Commentaire de texte : Aragon, "Strophes pour se souvenir". Recherche parmi 300 000+ dissertationsPar leonclaudel • 3 Avril 2020 • Commentaire de texte • 4 144 Mots (17 Pages) • 931 Vues
« Strophes pour se souvenir », Le roman inachevé d’Aragon
À l’occasion de l’inauguration d’une rue « Groupe Manouchian », en 1955, Louis Aragon
revient sur l’arrestation et l’exécution de vingt-trois de ces résistants étrangers par les nazis le 21
février 1944. L’annonce de leur condamnation avait été communiquée par le biais d’une affiche
placardée dans de nombreuses villes par les Allemands et sur laquelle figuraient les photographies,
les noms et nationalités de ces hommes et qui est restée sous le nom de l’Affiche rouge. Cette
affiche constitue l’emblème, le symbole de la propagande nazie contre la Résistance. Onze ans
après la fin du conflit, le devoir de mémoire s’impose. « Strophes pour se souvenir », extrait du
Roman Inachevé d’Aragon, est un hommage au courage, à la détermination et à l’abnégation de ces
hommes. Le titre est éloquent: il s’agit d’utiliser la poésie pour lutter contre l’oubli et la
banalisation du mal. Le poète tente donc de raviver, par la poésie, le souvenir de héros disparus qui
ont sacrifié leur vie pour la France. Ainsi, engagement politique et acte d’écriture se croisent et se
complètent. En empruntant la forme de l’oraison funèbre, en réalité, le poème, à travers une subtile
réécriture de la lettre de Manouchian, chante la force, la beauté de la vie, célèbre la poésie et permet
au poète d’humaniser et de restituer la parole de ces résistants. Ainsi, dans quelle mesure Aragon
utilise-t-il la forme poétique pour immortaliser le souvenir de ces héros de la Résistance ? Le poème
se divise en trois mouvements distincts, chacun correspondant à une situation d’énonciation
particulière. Du vers 1 à 18, il s’agit d’une adresse directe, d’un hommage à la persévérance, la
témérité et le dévouement, durant l’Occupation, de ce groupe de résistants, discrédité et méprisé par
l’Affiche rouge. La seconde partie du poème (vers 19 à 30) correspond à une sorte de « paraphrase
poétique » de la dernière lettre de Manouchian adressée à sa femme et qui s’apparente à une réelle
ode à la vie, célébrant ainsi l’humanité de ces résistants. Enfin, le poème se clôt (vers 31 à 35) avec
une envolée lyrique, un refrain qui rappelle la valeur et l’importance de leur sacrifice.

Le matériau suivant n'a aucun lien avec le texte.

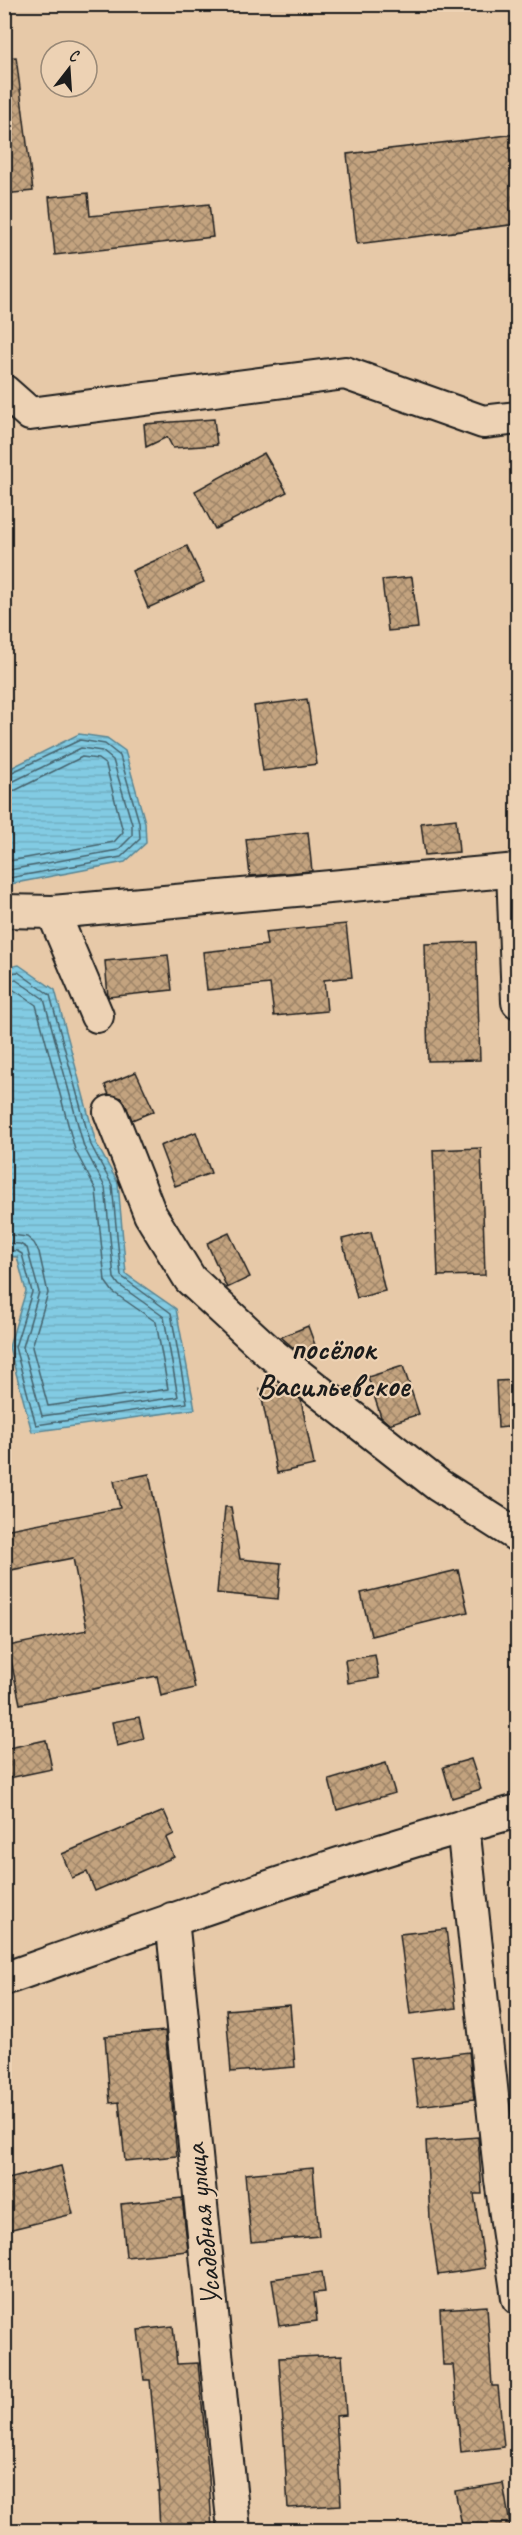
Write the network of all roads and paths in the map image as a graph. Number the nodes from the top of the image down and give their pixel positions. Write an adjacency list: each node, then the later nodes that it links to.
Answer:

I/ Un éloge des partisans et une dénonciation de l’Occupation (vers 1 à 18)
A) Un hommage à des hommes fermement engagés et désintéressés (première strophe)
- Le poème s’ouvre avec le pronom personnel « vous ». Il indique qu’il s’agit d’une adresse
directe, personnelle et sûrement d’un hommage aux disparus, d’une oraison funèbre, ce qui
justifie le titre du poème « Strophes pour se souvenir ». D’emblée, le lecteur comprend qu’il
s’agit de réactiver, de réactualiser et de ressusciter le souvenir de ces hommes par un acte engagé
et militant. Le poème est d’ailleurs composé de quintils écrits en alexandrins, vers noble,
équilibré et solennel, propice à l’hommage. Les deux premiers vers sont construits avec l’emploi
de la négation qui souligne le courage et la témérité des résistants qui n’ont « réclamé la gloire ni
les larmes / ni l’orgue ni la prière aux agonisants ». Ainsi, identifier les résistants par ce qu’ils
n’ont pas fait et auraient pu faire permet de mettre en évidence leur exceptionnalité, qui résulte
de leur dévouement, de leur humilité et surtout de leur désintéressement. Ces vers témoignent de
leur refus des honneurs, de leur volonté de ne pas sombrer dans le pathos et d’exclure toute
dimension religieuse. En effet, ils ne cherchaient pas la reconnaissance, la pitié, la gloire ou
même le salut religieux de leurs âmes. Leur action, leur combat était mené pour l’humanité et
pour conserver ou obtenir leur liberté. Les sonorités en « n/l » mais aussi le son « an » qui
domine la rime et que l’on retrouve tout au long du poème selon le schéma abbab, créent une
sorte de refrain lancinant de tristesse mais aussi de douceur.
- Le vers suivant « Onze ans déjà que cela passe vite onze ans » est construit en chiasme avec un
effet d’écho et de résonance donc. Nous sentons une exclamation du poète qui exprime un certain
regret ou une désolation en constatant que le souvenir ne résiste pas aux assauts, aux vicissitudes
du temps. Ce vers insiste non seulement sur le temps passé mais aussi sur la nécessité, le besoin
absolu d’immortaliser le souvenir de ces résistants et permet alors de saisir la fonction du poème.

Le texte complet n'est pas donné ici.